Keywords

1 Introduction

The ability to automate the interpretation of human language descriptions of location, effectively mapping a string of text to a coordinate location, is useful for a number of applications. Social media, blogs, scientific reports and logs are all examples of potential sources of geographic data that is currently untapped. Expressions like there has been an accident outside the post office and the specimen was collected on the hillside above Arthurs Pass contain geographic information, but need to be processed in order to make use of it.

Several research directions are being pursued with the goal of automating the interpretation process, and also performing the reverse conversion, in which text is generated to describe a location. These directions include but are not confined to: so-called spatial role labelling to identify the key elements of a spatial expressions, focused on spatial preposition, locatum and relatum (e.g. (Kordjamshidi et al. 2011)); the development of mathematical models for the interpretation of specific spatial prepositions (e.g. (Hall et al. 2015; Shariff et al. 1998)) and linguistically-based discussions of how spatial prepositions are used (e.g. (Talmy 2000)). A number of researchers have identified specific factors that may have an impact on the meaning of geospatial natural language (and thus interpretation and generation), but there has been no broad view taken across a range of contextual factors relevant for geospatial language at different levels. We aim to address this gap, and to test the use of an empirical methodology to try to identify contextual factors that may not already be well understood. We limit the scope of our work to the use of context in location descriptions in the English language. Variations are likely in the role and importance of different factors in different languages.

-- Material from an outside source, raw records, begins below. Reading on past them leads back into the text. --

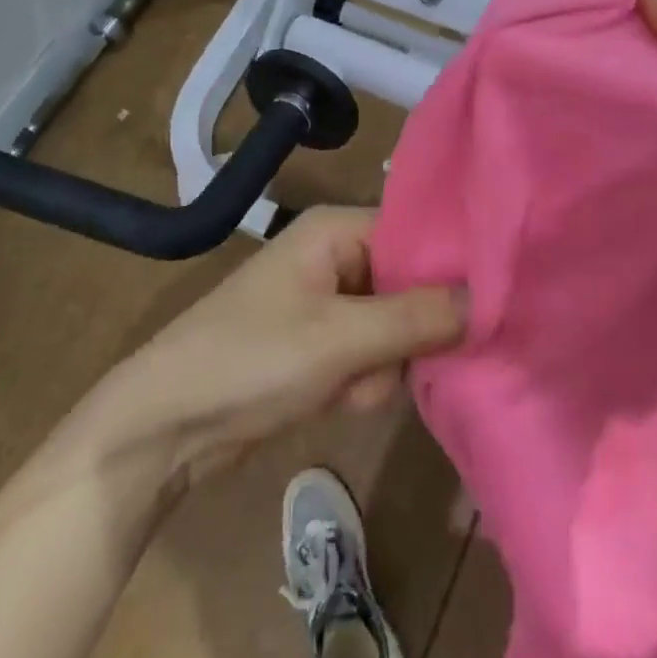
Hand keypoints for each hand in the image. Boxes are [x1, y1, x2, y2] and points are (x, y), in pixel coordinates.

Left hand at [83, 207, 466, 480]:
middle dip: (404, 335)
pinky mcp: (319, 346)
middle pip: (408, 286)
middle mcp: (335, 256)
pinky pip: (367, 359)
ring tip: (345, 389)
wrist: (167, 428)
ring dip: (378, 369)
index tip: (489, 303)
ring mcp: (327, 303)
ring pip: (392, 331)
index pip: (416, 233)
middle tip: (388, 364)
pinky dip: (358, 385)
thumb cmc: (252, 361)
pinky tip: (332, 402)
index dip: (450, 267)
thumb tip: (486, 297)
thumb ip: (416, 317)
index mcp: (336, 229)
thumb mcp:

2 Geographic Information and Context

In the broader computer science and natural language processing fields, the importance of context is well recognized, and has been explored in some detail. For example, Porzel (2010) identifies four types of contextual information: domain, discourse, interlocutionary and situational context, and identifies some of the contextual challenges posed by spatial information descriptions.

In the geographic information literature, researchers studying semantics and ontologies have addressed the subject, and in one of the most extensive treatments, Cai (2007) defines situation as the circumstances that surround a particular action, and context as the collection of situations that vary in ways that do not impact on the user’s behavior. His schema for context includes: user task; location; expected features of the context; domain ontologies; goals, subgoals and events.

Other broad schemes are proposed by Souza et al. (2006), who identify four types of context: user context; data context; association context and procedure context; and Brodaric (2007) who represents context using dimensions, which consist of origins, uses and effects, and involve entities with specific roles. These schemes identify the importance of pragmatics, a fact that is also clearly demonstrated by Herskovitz (1985). Attention has also been given to the role of object affordance (the uses to which an object is put) (Sen 2008).

Other researchers have focused on one or a small subset of factors that might be considered part of the broader picture of context, rather than attempting to define a comprehensive scheme. For example, context has been considered closely related to application domain, combining object types of interest, the relations between them and the functions that the user wishes to perform on them (Rodriguez and Egenhofer 2004). In geospatial natural language research, Lautenshütz et al. (2006) explores object liquidity or solidity as one aspect of context, while Kray et al. (2013) discusses the influence of indoors, outdoors or transitional space.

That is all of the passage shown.